Use JSON as the Data Exchange format

Because everyone already does and because it doesn't have the issues above ;)

@newcomb-d
Copy link

While a well documented binary format may not be human readable, it sure saves on bandwidth and storage!

@bsweger
Copy link
Contributor Author

bsweger commented Sep 10, 2015

@JJediny asked...

I think the thread is hard to digest because Open Source tools are not being distinguished from Open Data Formats/Services/API standards? Can someone clarify/delineate the discussion? as these things are different creatures...

You're right--there's a lot happening in this thread. A focus on the open data formats/services/standards rather than tools is the intent. Thanks for your great points!

@newcomb-d
Copy link

ICA Commision on Geoinformation Infrastructures and Standards
SDI-Open 2015 meeting proceedings are available for download at http://sdistandards.icaci.org/

@jstekervetz
Copy link

I would argue that NIEM (not NEIM) is Human-Friendly (and should be "y") given a rich set of requirements around developing conformant information exchanges (i.e. IEPDs) by focusing on required technical schemas AND business documentation artifacts for reuse. Reuse is only promoted via a human-friendly understanding of the exchange.

The NIEM model itself has open source tools that makes searching model content easy and offers type and element definitions to aid in understanding content meaning. Lastly, a UML Profile for NIEM exists to aid business users with understanding content relationships.

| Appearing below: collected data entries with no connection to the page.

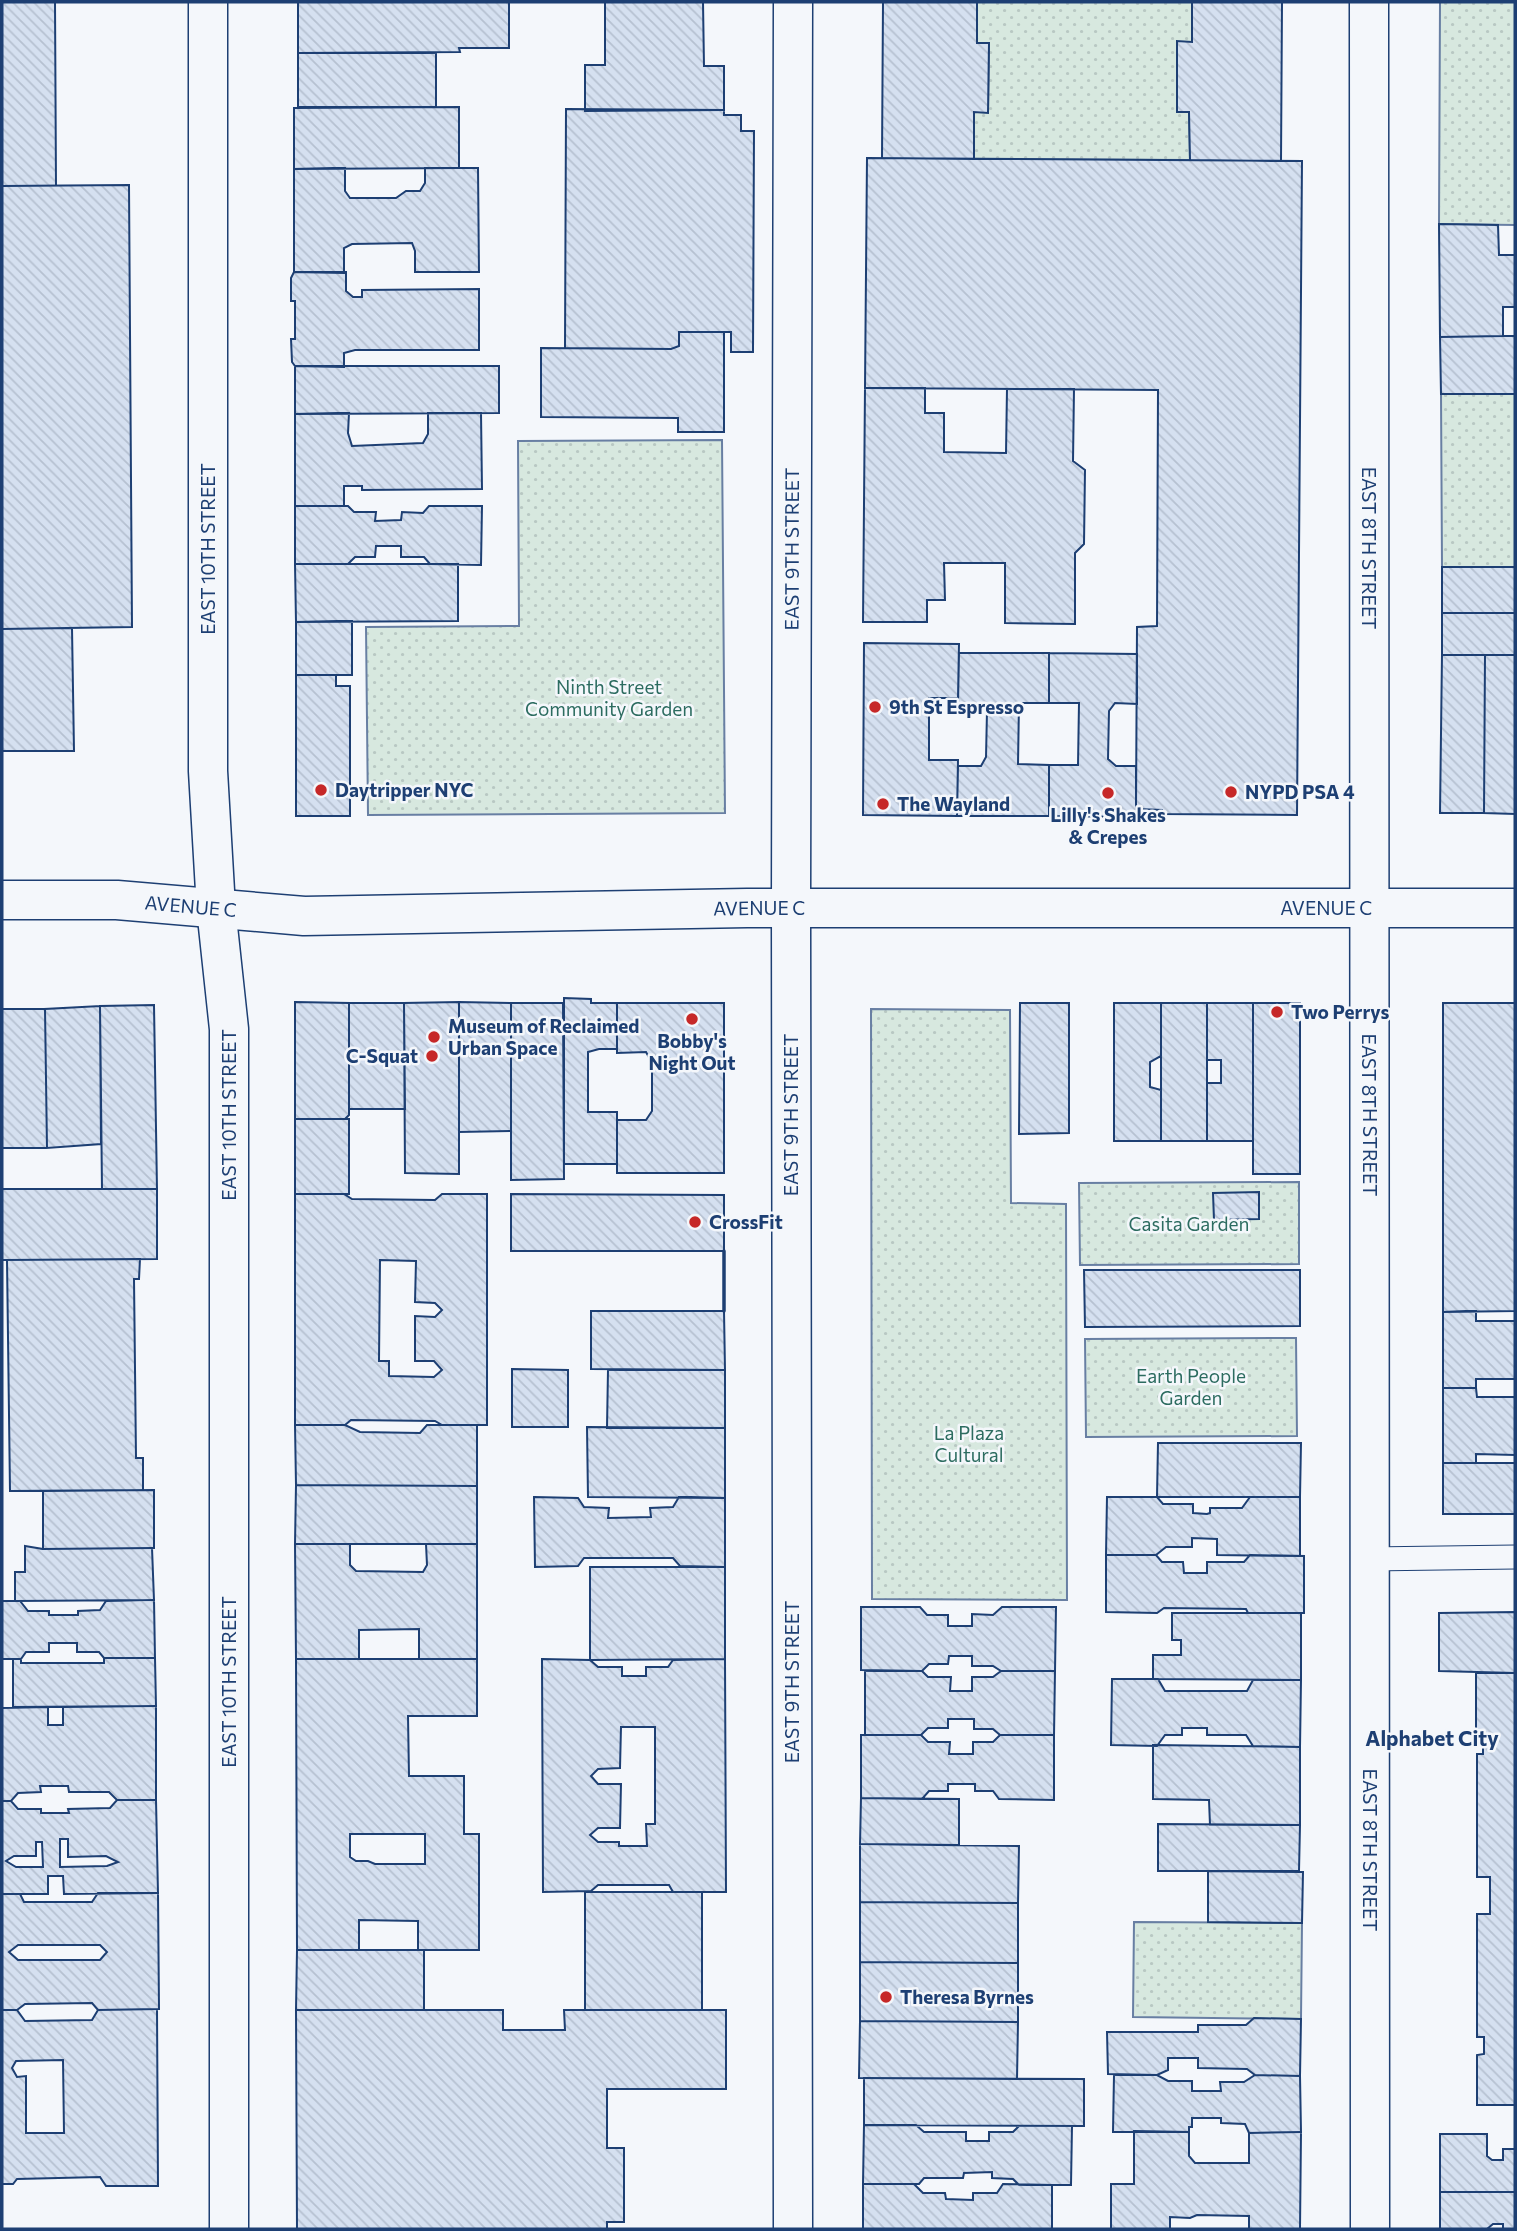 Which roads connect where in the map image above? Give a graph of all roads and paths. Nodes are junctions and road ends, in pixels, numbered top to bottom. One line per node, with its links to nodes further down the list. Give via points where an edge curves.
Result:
1 (208, 2): 5 (street, EAST 10TH STREET, via 208,783)
2 (793, 2): 6 (street, EAST 9TH STREET)
3 (1369, 2): 7 (street, EAST 8TH STREET)
4 (2, 900): 5 (street, AVENUE C, via 117,900)
5 (216, 908): 6 (street, AVENUE C, via 318,916); 11 (street, EAST 10TH STREET, via 229,1029)
6 (791, 908): 7 (street, AVENUE C); 12 (street, EAST 9TH STREET)
7 (1368, 908): 8 (street, AVENUE C); 10 (street, EAST 8TH STREET)
8 (1515, 908)
9 (1515, 1557): 10 (lane)
10 (1369, 1559): 13 (street, EAST 8TH STREET)
11 (229, 2229)
12 (793, 2229)
13 (1370, 2229)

Data Serialization should be "y" as XML instances are created from NIEM-conformant XML schemas with many implementation examples across industry, federal, state, local and international governments.

@philipashlock
Copy link
Member

I suggest renaming this issue to: Open standards for data schemas and serialization formats

  • Let's use the Bruce Perens definition of open standard which is widely used and even included in some government policies.
  • Let's define a vocabulary as a controlled set of terms with agreed upon meaning. Vocabularies can be independent of schemas and serialization formats - and they often are, but they depend on a agreed upon schema and serialization format to enable machine to machine interoperability.
  • Let's define a data schema as a way of representing terms in the vocabulary using specific data types and a way of representing the relationships between the terms. Schemas can be independent of serialization formats, but are usually tied closely to one.
  • Let's define a serialization format as a standardized machine readable syntax and file format for encoding data. This is often done using a set data schema, but not always.

When talking about open data standards, it's usually assumed that the standard specifies not only the vocabulary but also the schema and the serialization format, even if multiple serialization formats are supported for a given schema. If you look at the schemas on schema.org you can see some good examples of this breakdown. These schemas are made out of a broad vocabulary of terms (often reusing established vocabularies like Dublin Core) which are then assembled into different schemas. Look at the Government Service schema as an example and at the bottom of the page you'll see examples of different serialization formats to encode the schema including JSON, and HTML microdata. NIEM tries to take a similar approach as Schema.org for defining a vocabulary and schemas for use in government that are independent of serialization format. Originally the main serialization format for NIEM schemas was XML, but they can also be represented in JSON and other formats. For what it's worth, I think NIEM and the DATA Act should aspire to the simplicity of the documentation of schemas on schema.org. I don't think it's acceptable to only publish the complete schema documentation as Word documents and XSD files and it's almost impossible to find the actual terms and schemas on the NIEM website.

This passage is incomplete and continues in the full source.